Operational Commitment

Outsourcing, particularly offshore, is not a “set it and forget it” solution. It requires ongoing engagement, willingness to operate across time zones, and active participation in governance and communication. Organizations that underestimate this commitment often encounter challenges in alignment and performance.

AI Is Changing the Rules

As AI capabilities continue to mature, many of the traditional barriers associated with offshore delivery are beginning to diminish. Technologies now exist that can neutralize accents in real time, enhance communication clarity, and automate routine interactions.

At the same time, AI is enabling new commercial models that shift away from paying for headcount toward paying for outcomes. This evolution does not eliminate outsourcing, but it fundamentally changes how outsourcing is structured and delivered.

From Location-Based to Outcome-Based Thinking

The most important shift underway is not geographic; it’s conceptual.

Historically, organizations have focused on inputs such as number of resources, hours worked, or cost per FTE. Increasingly, the focus is moving toward outcomes like quality andaccuracy; speed and efficiency; and member and provider experience. In this model, location becomes just one variable among many, not the defining factor.

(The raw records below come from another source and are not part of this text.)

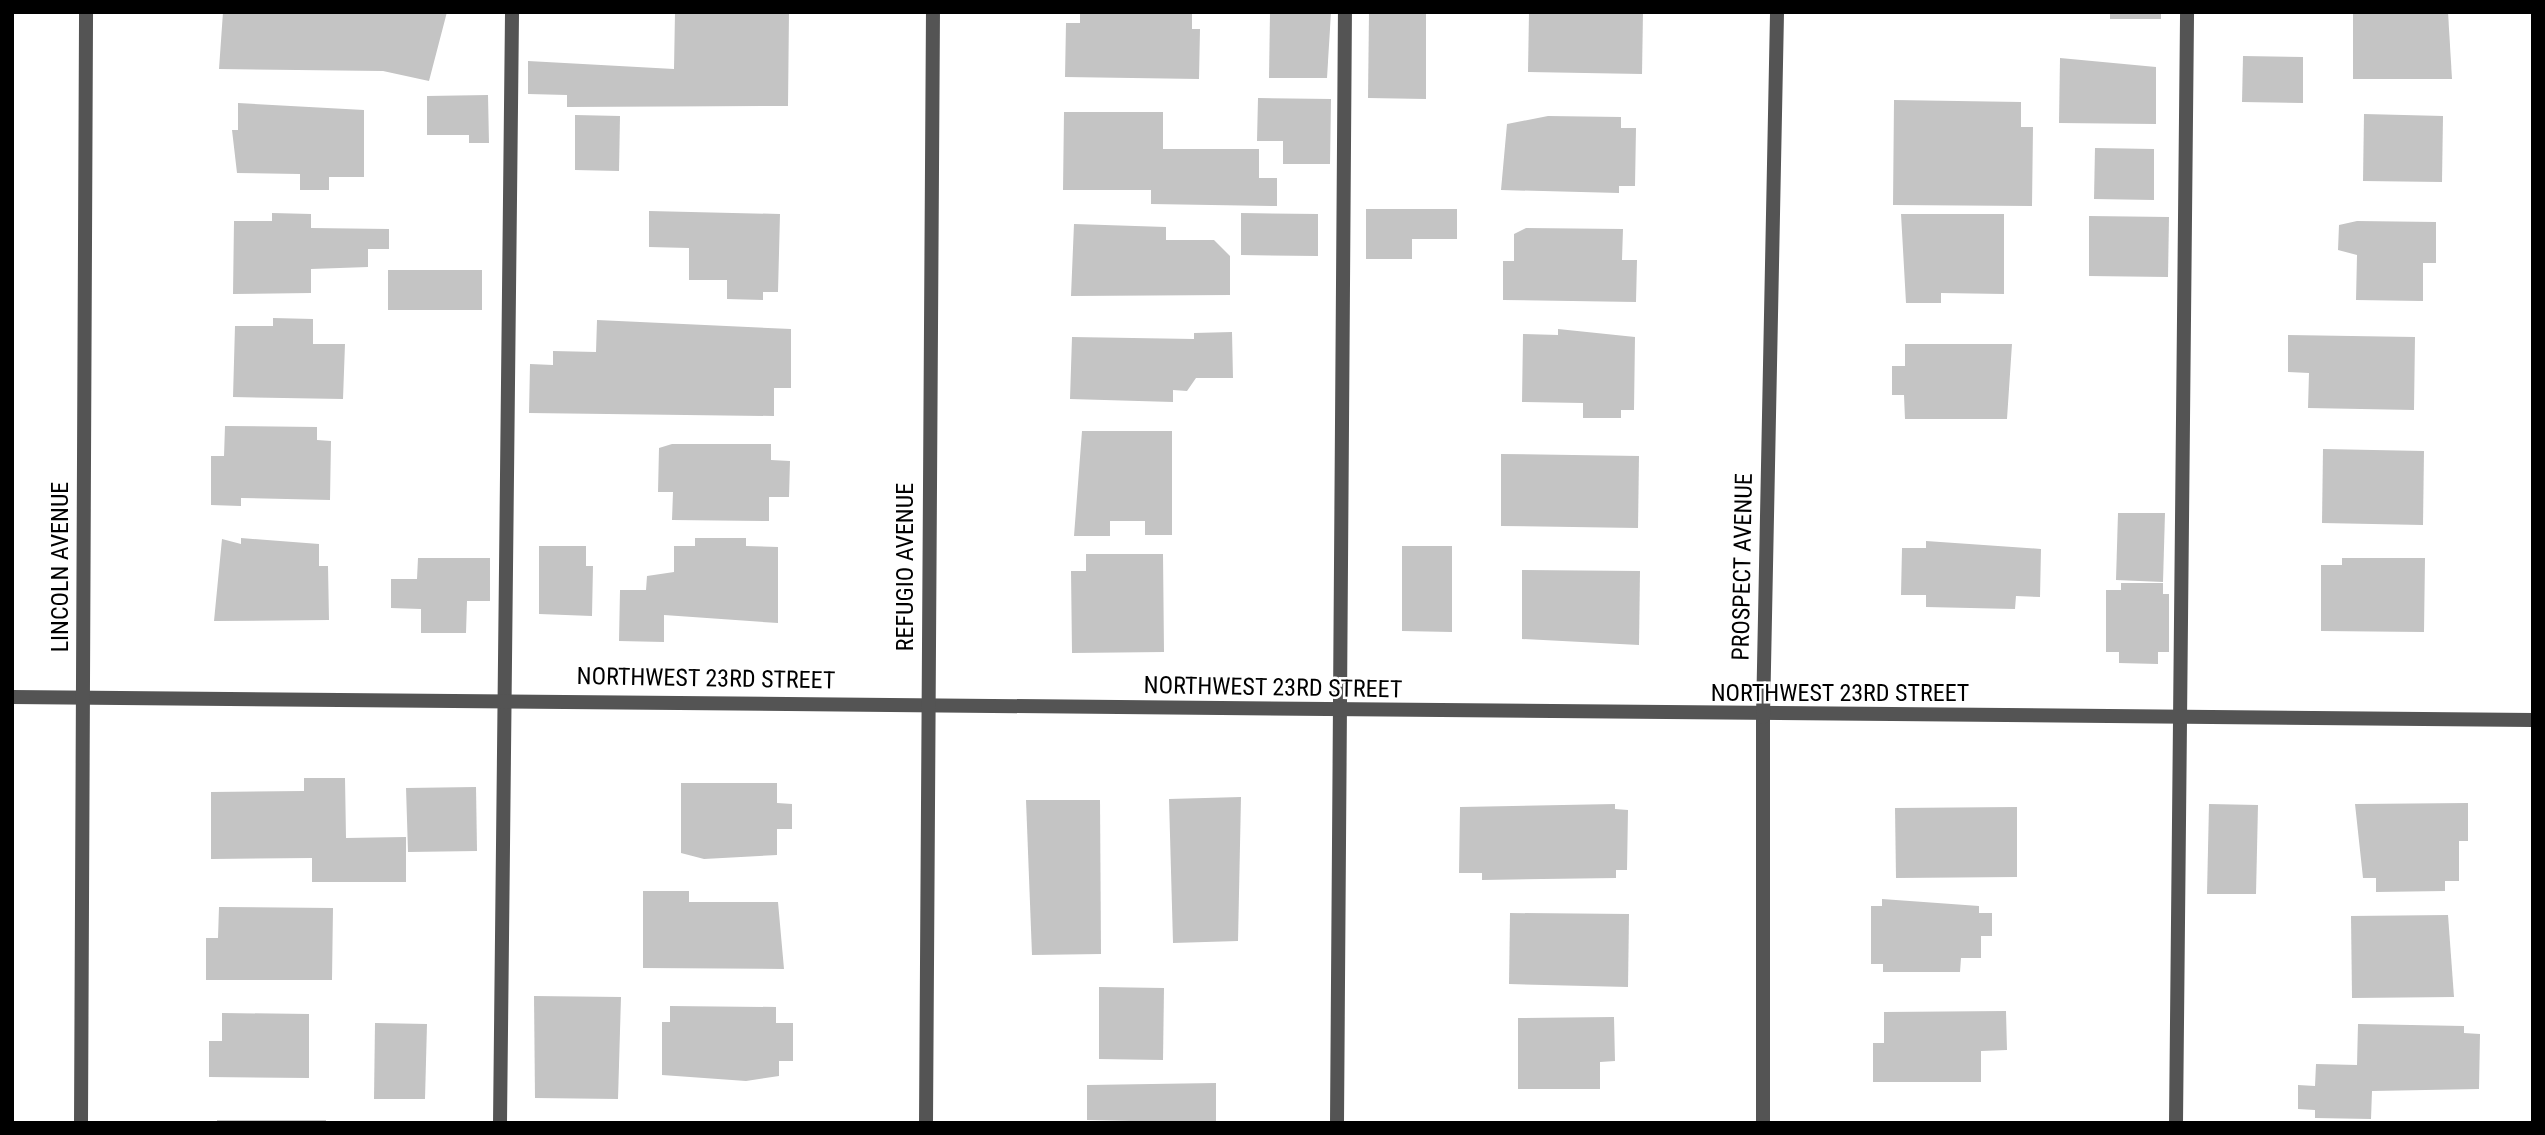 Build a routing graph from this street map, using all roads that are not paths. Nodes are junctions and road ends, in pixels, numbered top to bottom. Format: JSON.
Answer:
{"nodes":[{"id":1,"x":86,"y":12,"type":"edge"},
{"id":2,"x":512,"y":12,"type":"edge"},
{"id":3,"x":933,"y":12,"type":"edge"},
{"id":4,"x":1345,"y":12,"type":"edge"},
{"id":5,"x":1777,"y":12,"type":"edge"},
{"id":6,"x":2187,"y":12,"type":"edge"},
{"id":7,"x":12,"y":697,"type":"edge"},
{"id":8,"x":83,"y":698,"type":"junction"},
{"id":9,"x":504,"y":698,"type":"junction"},
{"id":10,"x":928,"y":706,"type":"junction"},
{"id":11,"x":1341,"y":711,"type":"junction"},
{"id":12,"x":1763,"y":717,"type":"junction"},
{"id":13,"x":2178,"y":718,"type":"junction"},
{"id":14,"x":2533,"y":720,"type":"edge"},
{"id":15,"x":81,"y":1123,"type":"edge"},
{"id":16,"x":500,"y":1123,"type":"edge"},
{"id":17,"x":926,"y":1123,"type":"edge"},
{"id":18,"x":1337,"y":1123,"type":"edge"},
{"id":19,"x":1763,"y":1123,"type":"edge"},
{"id":20,"x":2176,"y":1123,"type":"edge"}],
"edges":[{"from":1,"to":8,"type":"street","name":"LINCOLN AVENUE"},
{"from":2,"to":9,"type":"street"},
{"from":3,"to":10,"type":"street","name":"REFUGIO AVENUE"},
{"from":4,"to":11,"type":"street"},
{"from":5,"to":12,"type":"street","name":"PROSPECT AVENUE"},
{"from":6,"to":13,"type":"street"},
{"from":7,"to":8,"type":"street","name":"NORTHWEST 23RD STREET"},
{"from":8,"to":9,"type":"street","name":"NORTHWEST 23RD STREET"},
{"from":8,"to":15,"type":"street","name":"LINCOLN AVENUE"},
{"from":9,"to":10,"type":"street","name":"NORTHWEST 23RD STREET"},
{"from":9,"to":16,"type":"street"},
{"from":10,"to":11,"type":"street","name":"NORTHWEST 23RD STREET"},
{"from":10,"to":17,"type":"street","name":"REFUGIO AVENUE"},
{"from":11,"to":12,"type":"street","name":"NORTHWEST 23RD STREET"},
{"from":11,"to":18,"type":"street"},
{"from":12,"to":13,"type":"street","name":"NORTHWEST 23RD STREET"},
{"from":12,"to":19,"type":"street","name":"PROSPECT AVENUE"},
{"from":13,"to":14,"type":"street","name":"NORTHWEST 23RD STREET"},
{"from":13,"to":20,"type":"street"}]} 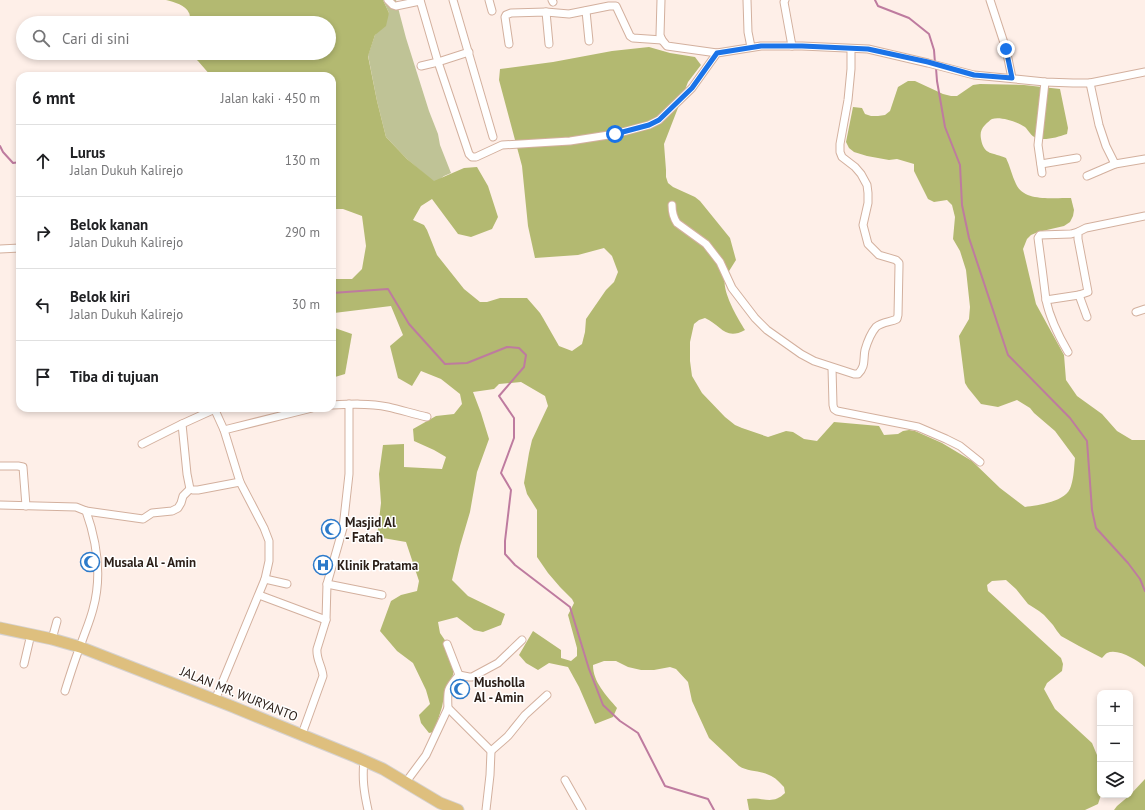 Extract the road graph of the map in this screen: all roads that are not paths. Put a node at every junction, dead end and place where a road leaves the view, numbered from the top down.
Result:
1 (388, 0) edge
2 (420, 0) edge
3 (453, 0) edge
4 (489, 0) edge
5 (661, 0) edge
6 (747, 0) edge
7 (785, 0) edge
8 (990, 0) edge
9 (492, 11) dead end
10 (586, 11) junction
11 (546, 12) junction
12 (662, 40) junction
13 (589, 41) dead end
14 (509, 44) dead end
15 (549, 44) dead end
16 (792, 46) junction
17 (751, 47) junction
18 (851, 49) junction
19 (469, 52) junction
20 (717, 53) junction
21 (438, 62) junction
22 (421, 66) dead end
23 (1145, 72) edge
24 (1012, 78) junction
25 (1045, 82) junction
26 (1090, 83) junction
27 (493, 137) dead end
28 (1078, 158) dead end
29 (1145, 160) edge
30 (1041, 164) junction
31 (1115, 164) junction
32 (1042, 173) dead end
33 (1087, 176) dead end
34 (672, 205) dead end
35 (1145, 216) edge
36 (1078, 232) junction
37 (16, 248) edge
38 (0, 249) edge
39 (1078, 295) junction
40 (1046, 300) junction
41 (1145, 309) edge
42 (1136, 312) dead end
43 (1087, 317) dead end
44 (1068, 352) dead end
45 (832, 368) junction
46 (350, 404) junction
47 (336, 405) edge
48 (208, 412) edge
49 (215, 412) edge
50 (296, 412) edge
51 (427, 417) dead end
52 (182, 424) junction
53 (224, 430) junction
54 (142, 444) dead end
55 (980, 462) dead end
56 (0, 466) edge
57 (240, 482) junction
58 (190, 489) junction
59 (0, 505) edge
60 (26, 506) junction
61 (86, 512) junction
62 (265, 579) junction
63 (287, 584) dead end
64 (327, 584) junction
65 (259, 595) junction
66 (382, 595) dead end
67 (326, 620) junction
68 (57, 621) dead end
69 (0, 628) edge
70 (31, 634) junction
71 (52, 639) junction
72 (522, 640) dead end
73 (447, 644) dead end
74 (80, 647) junction
75 (24, 664) dead end
76 (459, 675) junction
77 (65, 691) dead end
78 (547, 695) dead end
79 (215, 700) junction
80 (448, 708) junction
81 (302, 734) junction
82 (491, 751) junction
83 (364, 760) junction
84 (566, 780) dead end
85 (406, 782) junction
86 (368, 810) edge
87 (458, 810) edge
88 (486, 810) edge
89 (582, 810) edge

1 - 2 street
2 - 21 street
3 - 19 street
4 - 9 street
5 - 12 street
6 - 17 street
7 - 16 street
8 - 24 street
10 - 11 street
10 - 12 street
10 - 13 street
11 - 14 street
11 - 15 street
12 - 20 street
16 - 17 street
16 - 18 street
17 - 20 street
18 - 24 street
18 - 45 street
19 - 21 street
19 - 27 street
20 - 21 street
21 - 22 street
23 - 26 street
24 - 25 street
25 - 26 street
25 - 30 street
26 - 31 street
28 - 30 street
29 - 31 street
30 - 32 street
31 - 33 street
34 - 45 street
35 - 36 street
36 - 39 street
36 - 40 street
37 - 38 street
39 - 40 street
39 - 43 street
40 - 44 street
41 - 42 street
45 - 55 street
46 - 47 street
46 - 51 street
46 - 64 street
48 - 52 street
49 - 53 street
50 - 53 street
52 - 54 street
52 - 58 street
53 - 57 street
56 - 60 street
57 - 58 street
57 - 62 street
58 - 61 street
59 - 60 street
60 - 61 street
61 - 74 street
62 - 63 street
62 - 65 street
64 - 66 street
64 - 67 street
65 - 67 street
65 - 79 street
67 - 81 street
68 - 71 street
69 - 70 main road, JALAN MR. WURYANTO
70 - 71 main road, JALAN MR. WURYANTO
70 - 75 street
71 - 74 main road, JALAN MR. WURYANTO
72 - 76 street
73 - 76 street
74 - 77 street
74 - 79 main road, JALAN MR. WURYANTO
76 - 80 street
78 - 82 street
79 - 81 main road, JALAN MR. WURYANTO
80 - 82 street
80 - 85 street
81 - 83 main road, JALAN MR. WURYANTO
82 - 88 street
83 - 85 main road, JALAN MR. WURYANTO
83 - 86 street
84 - 89 street
85 - 87 main road, JALAN MR. WURYANTO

The Takeaway: Design for Outcomes, Not Geography

The shift reshaping workforce strategy is not about geography; it’s about intent. As payers move beyond measuring inputs like cost and headcount, outsourcing decisions are increasingly guided by outcomes like quality, speed, resilience, access to technological advances and experience. Leading payers are stepping back to clarify the role of external partners, recognize where real constraints exist, and determine how technology can reshape delivery before settling on location. The result is less about choosing onshore or offshore, and more about designing an operating model that aligns people, processes, and technology to the outcomes that matter most.